▶ _What you are asked to do_
Look through the lines below, find those with the word "Guerra", and copy them.

*** Exercise material Section Begins ***

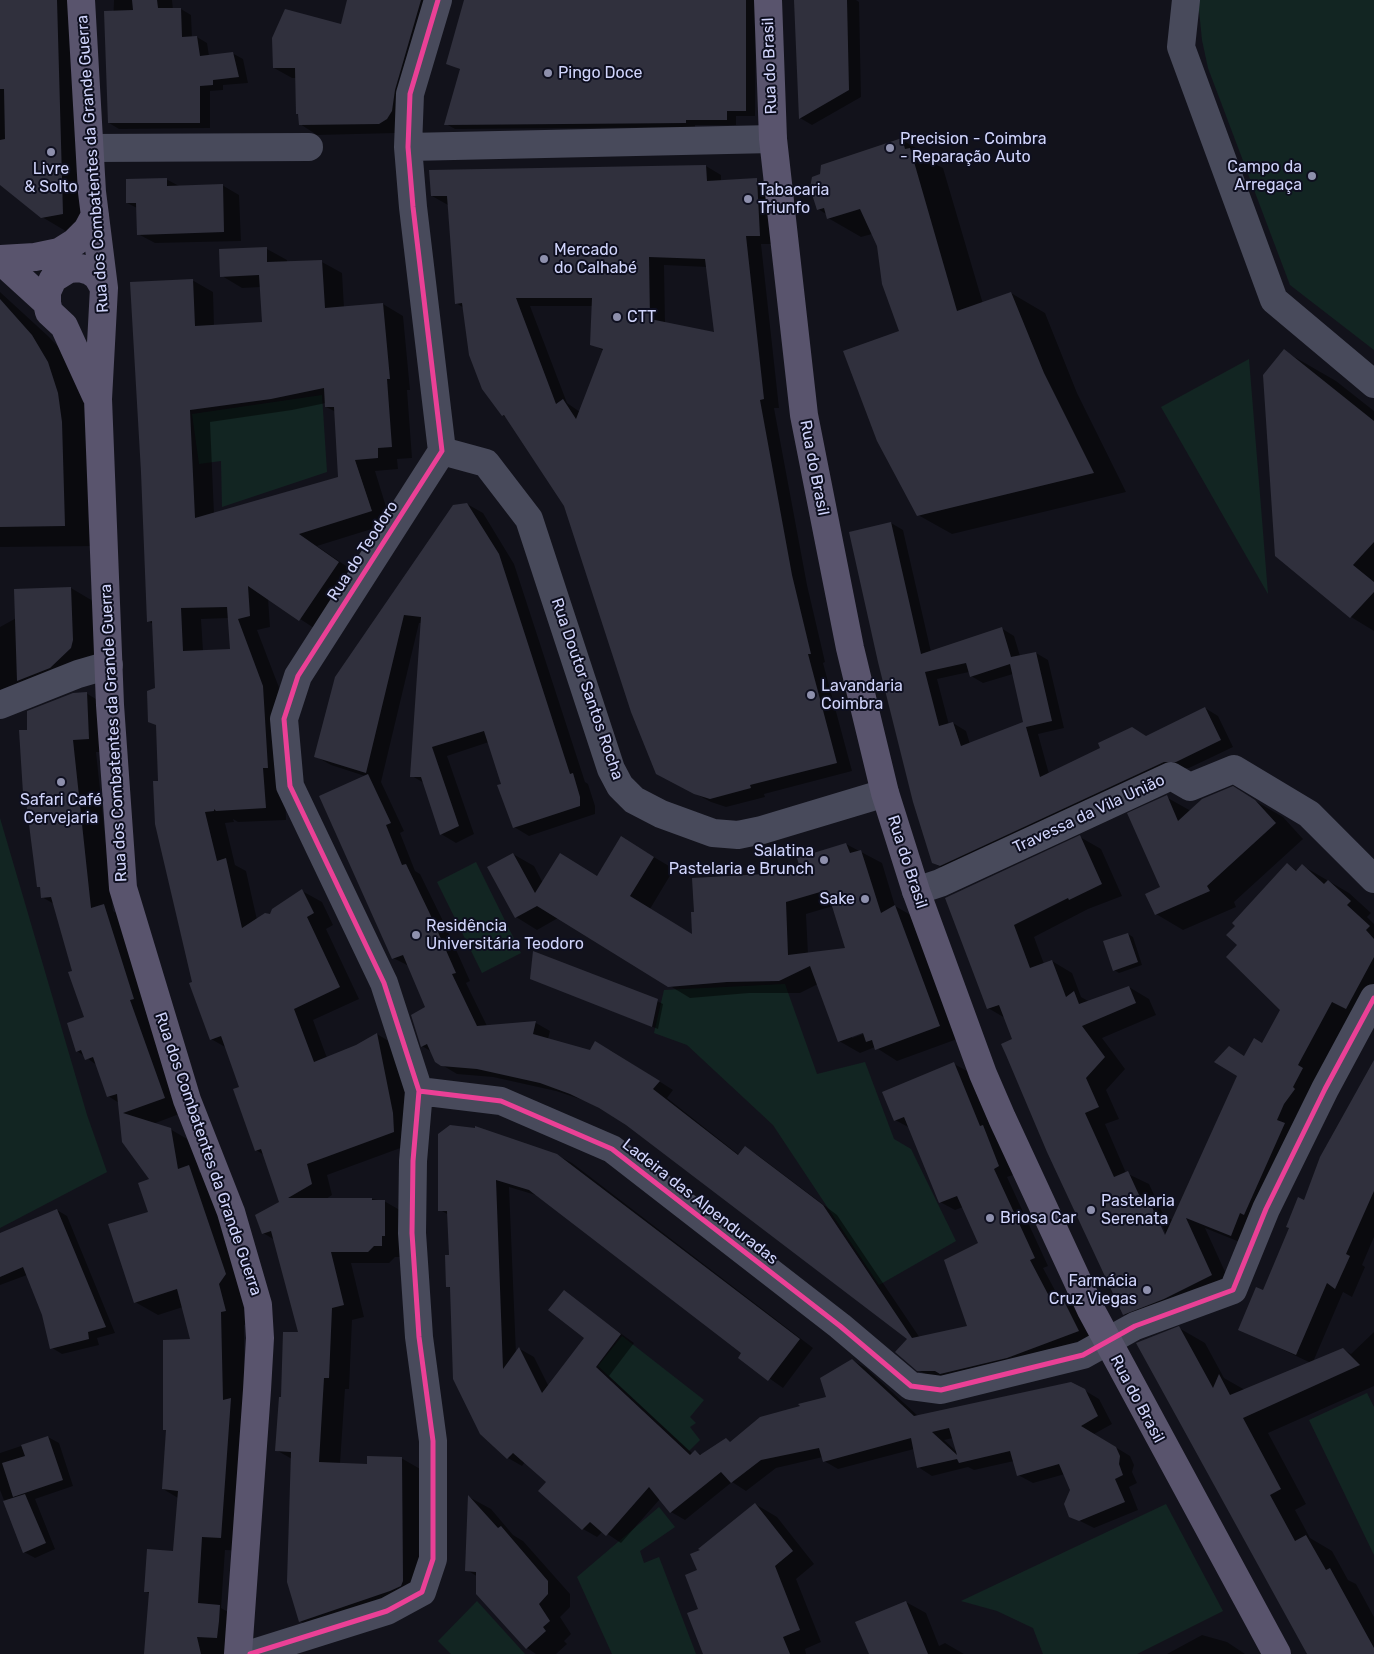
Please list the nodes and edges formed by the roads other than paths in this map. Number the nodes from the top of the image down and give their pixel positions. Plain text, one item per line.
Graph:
1 (81, 0) edge
2 (438, 0) edge
3 (768, 0) edge
4 (1186, 0) edge
5 (774, 139) junction
6 (309, 147) dead end
7 (408, 147) junction
8 (90, 148) junction
9 (95, 215) junction
10 (0, 259) edge
11 (104, 298) junction
12 (46, 303) junction
13 (64, 326) junction
14 (1374, 384) edge
15 (98, 399) junction
16 (442, 451) junction
17 (109, 665) junction
18 (0, 706) edge
19 (884, 794) junction
20 (1374, 879) edge
21 (916, 891) junction
22 (1374, 998) edge
23 (419, 1090) junction
24 (1107, 1341) junction
25 (238, 1654) edge
26 (250, 1654) edge
27 (1276, 1654) edge

1 - 8 main road, Rua dos Combatentes da Grande Guerra
2 - 7 street
3 - 5 main road, Rua do Brasil
4 - 14 street
5 - 7 street
5 - 19 main road, Rua do Brasil
6 - 8 street
7 - 16 street
8 - 9 main road, Rua dos Combatentes da Grande Guerra
9 - 10 main road
9 - 11 main road, Rua dos Combatentes da Grande Guerra
10 - 12 main road
11 - 12 main road
11 - 13 main road
11 - 15 main road, Rua dos Combatentes da Grande Guerra
12 - 13 main road
13 - 15 main road
15 - 17 main road, Rua dos Combatentes da Grande Guerra
16 - 19 street, Rua Doutor Santos Rocha
16 - 23 street, Rua do Teodoro
17 - 18 street
17 - 25 main road, Rua dos Combatentes da Grande Guerra
19 - 21 main road, Rua do Brasil
20 - 21 street, Travessa da Vila União
21 - 24 main road, Rua do Brasil
22 - 24 street, Ladeira das Alpenduradas
23 - 24 street, Ladeira das Alpenduradas
23 - 26 street
24 - 27 main road, Rua do Brasil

*** Exercise material Section Ends ***

▶ _Result below_
1 - 8 main road, Rua dos Combatentes da Grande Guerra
8 - 9 main road, Rua dos Combatentes da Grande Guerra
9 - 11 main road, Rua dos Combatentes da Grande Guerra
11 - 15 main road, Rua dos Combatentes da Grande Guerra
15 - 17 main road, Rua dos Combatentes da Grande Guerra
17 - 25 main road, Rua dos Combatentes da Grande Guerra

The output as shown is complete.